Which lines in the records below contain the word "Sarazen"? Copy each of them.

**Collected data**
┌──
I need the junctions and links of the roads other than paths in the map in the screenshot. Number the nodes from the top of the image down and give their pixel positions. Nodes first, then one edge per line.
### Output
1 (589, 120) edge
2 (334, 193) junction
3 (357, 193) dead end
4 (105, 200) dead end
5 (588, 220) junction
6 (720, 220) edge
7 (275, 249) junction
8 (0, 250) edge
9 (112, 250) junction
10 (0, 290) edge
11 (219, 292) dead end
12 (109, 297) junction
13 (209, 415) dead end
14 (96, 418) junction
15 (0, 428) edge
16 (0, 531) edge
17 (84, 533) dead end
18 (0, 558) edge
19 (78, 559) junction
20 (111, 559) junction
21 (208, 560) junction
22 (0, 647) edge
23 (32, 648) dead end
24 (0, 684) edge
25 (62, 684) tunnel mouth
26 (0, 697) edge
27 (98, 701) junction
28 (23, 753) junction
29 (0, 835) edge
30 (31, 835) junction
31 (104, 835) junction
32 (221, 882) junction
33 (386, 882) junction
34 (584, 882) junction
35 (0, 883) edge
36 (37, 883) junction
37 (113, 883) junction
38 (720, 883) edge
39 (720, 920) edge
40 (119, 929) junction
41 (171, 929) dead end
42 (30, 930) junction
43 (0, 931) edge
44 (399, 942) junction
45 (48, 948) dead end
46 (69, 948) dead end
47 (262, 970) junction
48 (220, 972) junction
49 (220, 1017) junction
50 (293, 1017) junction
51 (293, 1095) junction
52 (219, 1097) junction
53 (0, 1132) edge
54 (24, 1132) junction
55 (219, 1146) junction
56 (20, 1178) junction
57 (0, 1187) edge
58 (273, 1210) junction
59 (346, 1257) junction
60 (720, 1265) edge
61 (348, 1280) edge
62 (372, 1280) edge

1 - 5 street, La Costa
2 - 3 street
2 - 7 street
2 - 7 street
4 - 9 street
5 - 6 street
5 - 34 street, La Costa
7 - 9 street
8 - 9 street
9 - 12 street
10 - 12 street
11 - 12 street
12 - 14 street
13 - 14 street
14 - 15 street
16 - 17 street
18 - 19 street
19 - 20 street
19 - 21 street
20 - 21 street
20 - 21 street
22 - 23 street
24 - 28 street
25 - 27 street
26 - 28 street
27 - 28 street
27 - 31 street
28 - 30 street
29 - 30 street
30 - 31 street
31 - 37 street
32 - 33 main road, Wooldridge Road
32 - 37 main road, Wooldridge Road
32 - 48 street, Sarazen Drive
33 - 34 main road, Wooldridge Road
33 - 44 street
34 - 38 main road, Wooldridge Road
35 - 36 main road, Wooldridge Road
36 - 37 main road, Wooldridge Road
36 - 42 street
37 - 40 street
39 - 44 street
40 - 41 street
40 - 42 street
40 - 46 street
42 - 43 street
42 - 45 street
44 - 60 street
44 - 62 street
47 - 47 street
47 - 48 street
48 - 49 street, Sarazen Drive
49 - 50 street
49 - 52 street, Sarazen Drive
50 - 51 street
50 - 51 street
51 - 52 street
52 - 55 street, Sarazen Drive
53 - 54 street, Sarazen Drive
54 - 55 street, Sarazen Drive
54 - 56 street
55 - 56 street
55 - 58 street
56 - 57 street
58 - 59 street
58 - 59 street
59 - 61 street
└──
**Your response**
32 - 48 street, Sarazen Drive
48 - 49 street, Sarazen Drive
49 - 52 street, Sarazen Drive
52 - 55 street, Sarazen Drive
53 - 54 street, Sarazen Drive
54 - 55 street, Sarazen Drive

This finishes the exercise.